(206) 949-5683, Top Rated Plumber, Seattle
Results 1 to 10 of 10

Thread: Removing fiberglass one-piece tub/shower

  1. #1
    DIY Junior Member madflipper's Avatar
    Join Date
    Aug 2006
    Location
    West Virginia
    Posts
    2

    Smile Removing fiberglass one-piece tub/shower

    Hello everyone, just signed up for this site, hopefully I can get some good information. I am wanting to completely remodel my downstairs bathroom that is original from the construction of the house in 1988. I bought the house 4 years ago. Anyway, it looks to me that the bathtub/shower one-piece unit was installed then the bathroom was built around it. First of all, I have no idea how I am going to remove this thing without having to cut it out. I don't even think it will fit out the door without cutting it up. I want to replace this unit with a bathtub and 3 piece wall surround unit. I guess I would like to know if this is feasible and the best way to remove the unit. Secondly, what am I going to find behind the unit? I'm assuming there isn't any drywall going behind the unit and for me to install the wall surrounds I'm going to have to do this. Looking forward to your advice. Thanks!!

  2. #2
    Retired Defense Industry Engineer jadnashua's Avatar
    Join Date
    Sep 2004
    Location
    New England
    Posts
    21,382

    Default

    You're right, they usually install the bathtub and then build the finished walls around it. You'll probably have to remove some of the drywall, since it probably covers a flange at the top. When I replaced mine, I just took a sawsall and chopped it up into manageable pieces. Be careful around the supply pipes so you don't accidentally nick one and create a flood. Note that the size of the thing is probably fairly standard (60" long, stud-to-stud) but the drain may not be in the same location...it'll be close, but you may need to move things.

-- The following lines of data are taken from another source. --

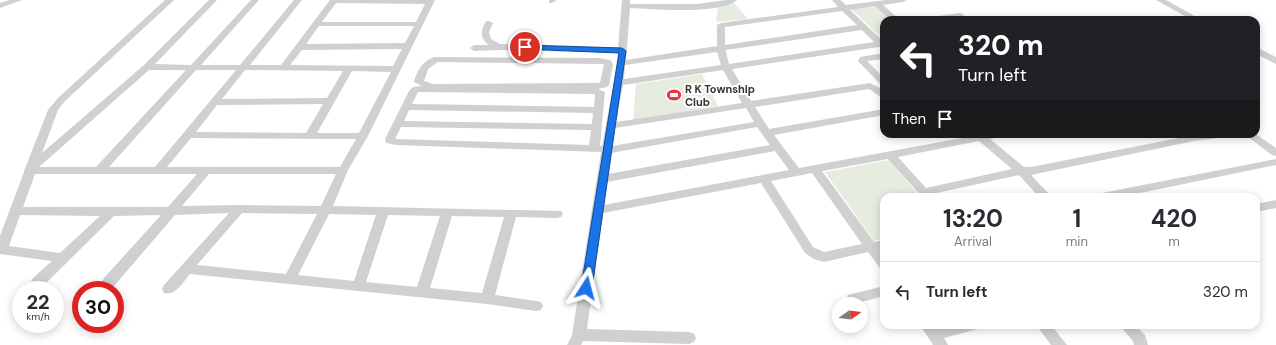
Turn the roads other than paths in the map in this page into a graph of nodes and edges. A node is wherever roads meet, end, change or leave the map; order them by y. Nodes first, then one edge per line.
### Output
1 (18, 0) edge
2 (170, 0) edge
3 (213, 0) edge
4 (255, 0) edge
5 (298, 0) edge
6 (733, 0) edge
7 (836, 0) edge
8 (903, 0) edge
9 (1160, 0) edge
10 (334, 1) edge
11 (431, 1) edge
12 (626, 3) edge
13 (877, 4) junction
14 (0, 6) edge
15 (843, 8) junction
16 (960, 15) dead end
17 (891, 16) edge
18 (953, 16) edge
19 (1190, 16) edge
20 (489, 23) dead end
21 (316, 24) junction
22 (419, 24) junction
23 (863, 27) junction
24 (880, 43) edge
25 (408, 46) junction
26 (880, 46) edge
27 (300, 47) junction
28 (498, 47) junction
29 (474, 48) dead end
30 (722, 49) junction
31 (622, 51) junction
32 (1260, 52) edge
33 (880, 57) edge
34 (1276, 61) edge
35 (147, 67) junction
36 (194, 67) junction
37 (726, 67) junction
38 (242, 68) junction
39 (284, 68) junction
40 (349, 69) junction
41 (397, 69) junction
42 (607, 72) junction
43 (620, 72) junction
44 (880, 79) edge
45 (880, 91) edge
46 (330, 101) junction
47 (214, 102) junction
48 (749, 105) junction
49 (405, 107) junction
50 (598, 110) junction
51 (880, 113) edge
52 (397, 124) junction
53 (760, 124) junction
54 (610, 126) junction
55 (596, 127) junction
56 (767, 133) junction
57 (187, 134) junction
58 (310, 135) junction
59 (364, 136) junction
60 (970, 138) edge
61 (981, 138) edge
62 (1203, 138) edge
63 (1255, 138) edge
64 (778, 147) junction
65 (594, 149) junction
66 (607, 150) junction
67 (1276, 153) edge
68 (892, 155) junction
69 (1276, 162) edge
70 (815, 169) junction
71 (100, 170) junction
72 (159, 170) junction
73 (343, 170) junction
74 (29, 171) junction
75 (206, 171) junction
76 (1021, 171) junction
77 (797, 173) junction
78 (603, 179) junction
79 (764, 179) junction
80 (924, 193) edge
81 (934, 193) edge
82 (1042, 193) edge
83 (1122, 193) edge
84 (1276, 204) edge
85 (1260, 207) edge
86 (239, 209) junction
87 (598, 210) junction
88 (15, 211) junction
89 (171, 211) junction
90 (325, 211) junction
91 (384, 211) junction
92 (111, 212) junction
93 (447, 212) junction
94 (511, 213) junction
95 (557, 214) dead end
96 (4, 230) edge
97 (880, 245) edge
98 (871, 246) junction
99 (64, 258) junction
100 (880, 259) edge
101 (186, 269) junction
102 (289, 280) junction
103 (39, 281) edge
104 (110, 281) edge
105 (358, 287) junction
106 (169, 289) dead end
107 (422, 293) junction
108 (880, 293) edge
109 (862, 297) edge
110 (487, 299) junction
111 (536, 306) dead end
112 (957, 329) edge
113 (1046, 329) edge
114 (1130, 329) edge
115 (934, 335) edge
116 (689, 338) dead end
117 (577, 340) edge
118 (1060, 345) edge
119 (1141, 345) edge

1 - 14 street
2 - 74 street
3 - 35 street
4 - 36 street
5 - 38 street
6 - 12 street
7 - 15 street
8 - 13 street
9 - 19 street
10 - 11 street
10 - 21 street
11 - 22 street
12 - 31 street
13 - 15 street
13 - 17 street
15 - 23 street
15 - 30 street
16 - 18 street
20 - 28 street
21 - 22 street
21 - 27 street
22 - 25 street
23 - 24 street
23 - 30 street
25 - 27 street
25 - 41 street
26 - 37 street
27 - 39 street
28 - 29 street
28 - 31 street
30 - 37 street
30 - 43 street
31 - 43 street
32 - 34 street
33 - 44 street
35 - 36 street
35 - 74 street
36 - 38 street
36 - 71 street
37 - 43 street
37 - 48 street
38 - 39 street
38 - 47 street
39 - 40 street
40 - 41 street
40 - 46 street
41 - 59 street
42 - 42 street
42 - 43 street
43 - 54 street
45 - 48 street
46 - 47 street
46 - 58 street
47 - 57 street
48 - 53 street
48 - 54 street
49 - 50 street
49 - 50 street
49 - 52 street
50 - 55 street
51 - 56 street
52 - 55 street
52 - 65 street
53 - 56 street
53 - 66 street
54 - 66 street
55 - 65 street
56 - 64 street
57 - 58 street
57 - 72 street
58 - 59 street
59 - 73 street
60 - 68 street
61 - 76 street
62 - 76 street
63 - 67 street
64 - 77 street
64 - 78 street
65 - 66 street
66 - 78 street
68 - 70 street
68 - 80 street
69 - 83 street
70 - 77 street
70 - 98 street
71 - 72 street
71 - 74 street
72 - 75 street
73 - 75 street
73 - 90 street
74 - 88 street
75 - 89 street
76 - 81 street
76 - 82 street
77 - 79 street
78 - 87 street
79 - 87 street
79 - 98 street
84 - 85 street
86 - 89 street
86 - 90 street
86 - 101 street
87 - 117 street
88 - 92 street
88 - 96 street
89 - 92 street
89 - 104 street
90 - 91 street
90 - 102 street
91 - 93 street
91 - 105 street
92 - 99 street
93 - 94 street
93 - 107 street
94 - 95 street
94 - 110 street
96 - 99 street
97 - 98 street
98 - 100 street
99 - 103 street
101 - 102 street
101 - 106 street
102 - 105 street
105 - 107 street
107 - 110 street
108 - 109 street
110 - 111 street
112 - 115 street
113 - 118 street
114 - 119 street
116 - 117 street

    Each of the tubs has their own installation requirements...best to find the one you want then read up on the installation instructions. You may need to put up drywall to hold the surround, or it might just go directly onto the studs.
    Jim DeBruycker
    Important note - I'm not a pro
    Retired Defense Industry Engineer; Schluter 2.5-day Workshop Completed 2013, 2014

  3. #3
    DIY Member Sincraft's Avatar
    Join Date
    Feb 2006
    Location
    Pennsylvania
    Posts
    58

    Default

    Heya there. Experiencing the same things right now Except I am a step ahead of you, you might want to follow my thread.

    I can tell you how I took my shower / tub (one piece) out, but there's probably a better way.

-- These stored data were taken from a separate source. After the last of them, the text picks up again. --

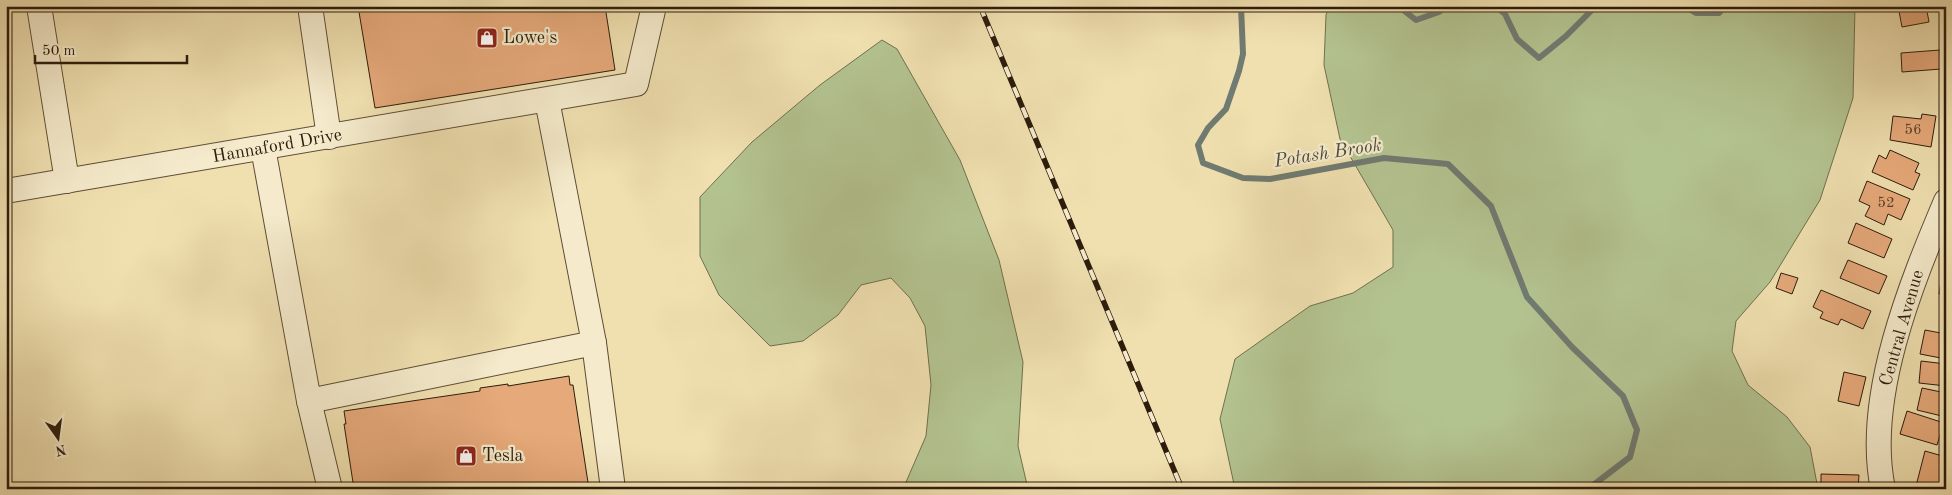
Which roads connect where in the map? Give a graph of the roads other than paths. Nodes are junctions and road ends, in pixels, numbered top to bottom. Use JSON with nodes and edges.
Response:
{"nodes":[{"id":1,"x":39,"y":6,"type":"edge"},
{"id":2,"x":310,"y":6,"type":"edge"},
{"id":3,"x":654,"y":6,"type":"edge"},
{"id":4,"x":547,"y":100,"type":"junction"},
{"id":5,"x":329,"y":137,"type":"junction"},
{"id":6,"x":263,"y":148,"type":"junction"},
{"id":7,"x":67,"y":181,"type":"junction"},
{"id":8,"x":6,"y":191,"type":"edge"},
{"id":9,"x":1943,"y":215,"type":"edge"},
{"id":10,"x":594,"y":343,"type":"junction"},
{"id":11,"x":309,"y":401,"type":"junction"},
{"id":12,"x":330,"y":489,"type":"edge"},
{"id":13,"x":613,"y":489,"type":"edge"},
{"id":14,"x":1882,"y":489,"type":"edge"}],
"edges":[{"from":1,"to":7,"type":"street"},
{"from":2,"to":5,"type":"street"},
{"from":3,"to":4,"type":"street","name":"Hannaford Drive"},
{"from":4,"to":5,"type":"street","name":"Hannaford Drive"},
{"from":4,"to":10,"type":"street"},
{"from":5,"to":6,"type":"street","name":"Hannaford Drive"},
{"from":6,"to":7,"type":"street","name":"Hannaford Drive"},
{"from":6,"to":11,"type":"street"},
{"from":7,"to":8,"type":"street","name":"Hannaford Drive"},
{"from":9,"to":14,"type":"street","name":"Central Avenue"},
{"from":10,"to":11,"type":"street"},
{"from":10,"to":13,"type":"street"},
{"from":11,"to":12,"type":"street"}]}
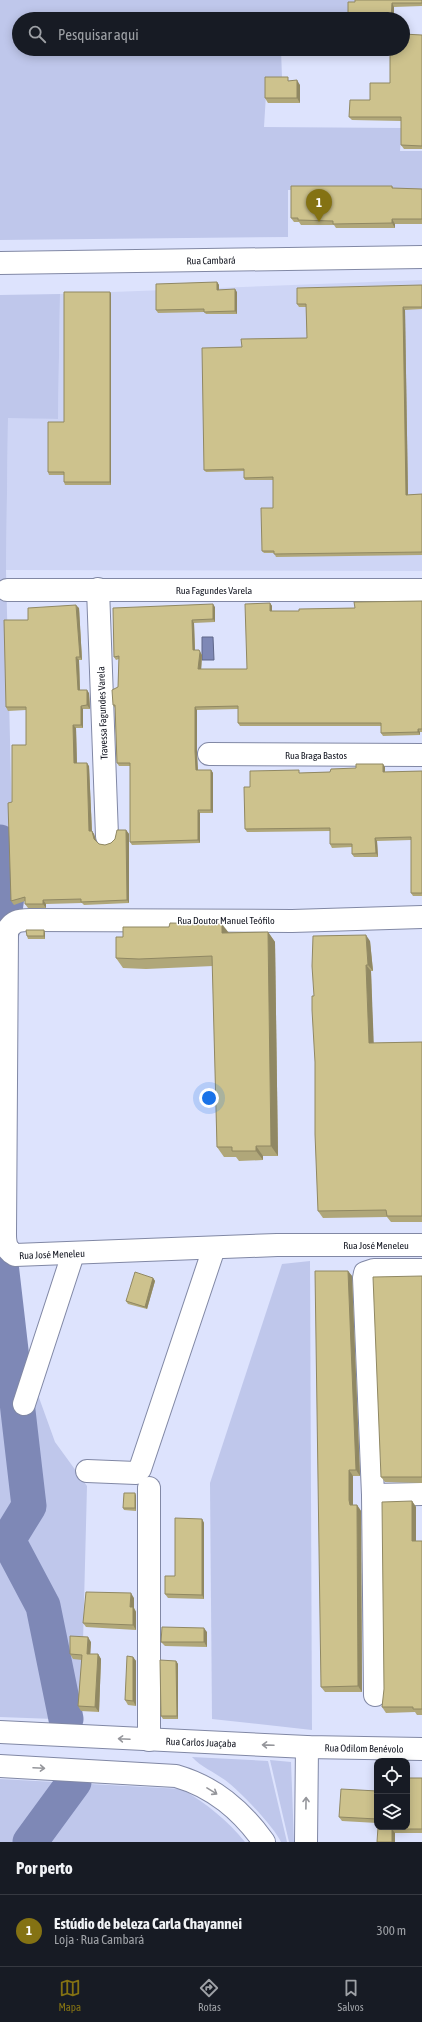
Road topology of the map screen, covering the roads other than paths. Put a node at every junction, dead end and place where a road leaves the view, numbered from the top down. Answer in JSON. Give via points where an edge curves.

    1. First I shut off the water in case I kill a pipe. I should have shut off the electric as I have SEVERAL electrical outlets behind my unit! I then removed the tub spout, shower head, the overflow drain and the strainer of the tub (couldnt remove the drain itself...even with a drain wrench). I ALSO STUFFED A RAG in the holes of the drain to keep junk from falling in.

    2. Next, I put jeans on and a long sleeved shirt and took A RESPIRATOR AND GOGGLES, along with every saw and blade that I owned, up into the bathroom after gutting EVERYTHING out of it, otherwise you will damage everything trying to get it out. Not a problem if you are removing the items to be replaced, however even then remove them so you can get this hunk of junk outta there. (vanity, toilet, etc etc)

    3. I started by using a claw hammer and just wacking at the drywall (with the claw) ALL the way around the tub where the tub meets the drywall (NOTE: except along the floor) and hacking out/ exposing the flanges that are screwed/nailed to the studs. The drywall lays over little flanges of the tub/shower. Don't be bashfull about this, you new system will have to go into place and you will need to replace the drywall. At the very least you will have to cut the drywall back again after hacking to the stud to do a stud to stud repair and seam of the drywall.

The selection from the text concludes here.